Four letter words

It doesn't take a long look around my favorite blog haunts to see that there is a bit of malaise. Whether it's  "crickets" or "the vest" there has/had been a notable lull in productivity.

I'm even more guilty than the next except I have been writing and working plenty but have posted nothing. The thing is that I've been dealing with a problem and I've not been sure how much of it to put 'out there'.  There are a few words that contain more than four letters, but have the same effect as four letter words used to have. The one I've been dealing with:

Gun-shy

but to be honest it's not really "gun-shy"...more like "gun-nervous"

That being said, I completely accept that it's my fault. I just don't know what the hell I could have done to deserve it!

Last year, in the late summer/early fall I noticed that Carson was getting progressively more storm-shy; until it was really unlike I've ever really seen in person: thunder = Slobbering, trembling, wanting to be in my lap, etc…(FWIW I didn't coddle him when it started, because I didn't want to reinforce the behavior for fear it would lead to more trouble down the road)

Fast forward to this past January. I took him out with some buddies and their dogs for a cleanup hunt the day after a continental pheasant shoot. This was not carson's first hunt, but it was his first hunt with other people not to mention dogs other than his kennel mate. The hunt started off in a planted bottom of around 10 acres. 

So...the other dogs and their owners are working a separate part of the field when they (2 gsp and a gwp fwiw) went on point, birds flushed, their owners shot (and missed, but that's another story).  

All the while my dog didn’t see any of this. 

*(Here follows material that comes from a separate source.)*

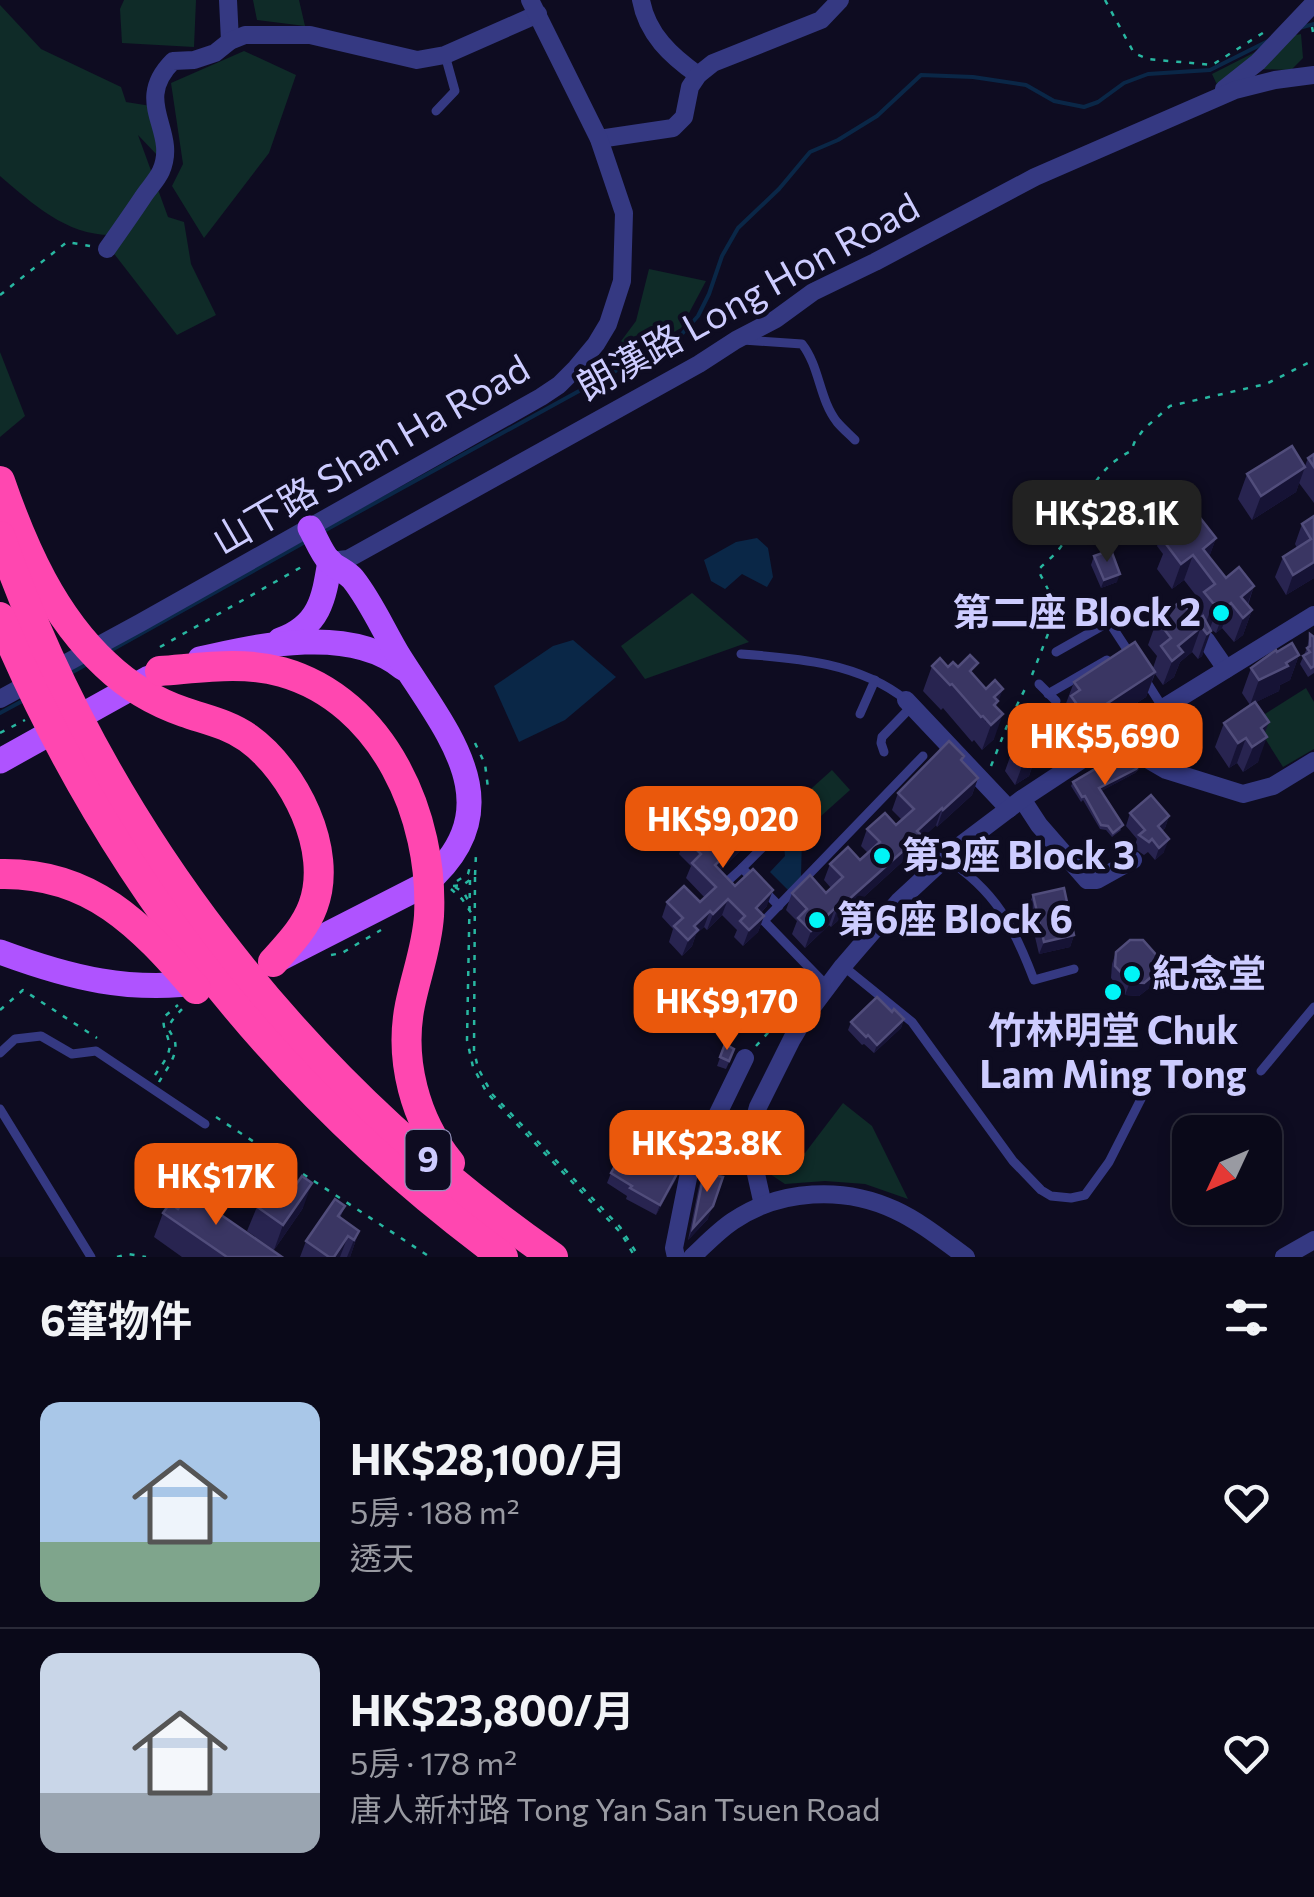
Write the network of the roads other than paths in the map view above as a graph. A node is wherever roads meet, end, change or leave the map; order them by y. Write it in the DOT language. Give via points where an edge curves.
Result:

He just heard the sound of three 12GAs going off in that bottom and I honestly think he thought it was thunder. 

At this point he was seeming pretty apprehensive and I should have stopped then and there but we kept hunting some the cover crops edges by ourselves when in another ~10 min the other group put up another bird (which they missed). 

When he heard the shot this time he went into boot-licker mode and would have preferred I picked him up (which I didn’t). 

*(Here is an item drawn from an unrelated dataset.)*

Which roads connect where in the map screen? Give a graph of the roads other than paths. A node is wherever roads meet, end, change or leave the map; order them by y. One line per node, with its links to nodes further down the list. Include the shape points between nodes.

Instead I took him directly to the car, put him in kennel, and drove home.  

The whole way home I keep thinking about the seriousness of this situation.  

Thoughts were generally variations on: 
"I can’t believe I’m going to have to live with a gunshy dog for the next 12+ years"
At this point he’s part of the family and I won’t push him down the line. Not to mention:
"he's too f'ing annoying to just be a 'pet'"
So I spent the afternoon brooding but by late in the day I finally came to the conclusion that if I was ever going to consider myself a "trainer" worth anything then I’d have to fix the situation because that’s what trainers really do-they fix problems.

Step 1 I talked to the breeder and 3 professionals. 

First thought from most of them, including myself: put him on some quail. When he’s really going after a fly away, shoot one.

I did that and he was OK, but really just ok. I thought I saw a bit of hesitation in his run so I decided to stop. 

Back to drawing board. Further input from trainers and further thinking on my part led me to:
  1. Take a BIG step back in training. Pretty much back to square 1.
  2. NO birds, guns, etc… for a few weeks. We're working on the basics.
  3. Add Masters Voice CD which I start to play several times a day. Fortunately I have an understanding wife and daughter!
  4. Seven to eight weeks later I went to my hunting lease and immediately after I sent the dog off for a dummy I had my wife( who was standing 100 yards away) fire one shot from a starting pistol. 
    1. There was no reaction
    2. We only fired that one shot as there's no sense in tempting fate.
Since then I've started firing shots closer and closer. But still only one.

Where we are:
Now I’m  firing shots very close, but that are muffled by the training shoulder-bag. I throw a dummy, send him for a retrieve, and fire starting pistol inside bag. 

Fortunately, so far no reaction.

Next step is to reintroduce some quail and then the .410 and I will probably do that in the next week or two. Biggest worry right now is that one of our thunderstorms comes through and somehow sets me back. 


He’s a wretched combination of being wickedly smart, highly driven, with dominance tendencies, and a hatred for being corrected. With positive reinforcement this dog to do anything. Sometimes I find it’s hard to have that kind of personality/behavior and so I’m learning a lot about myself here too.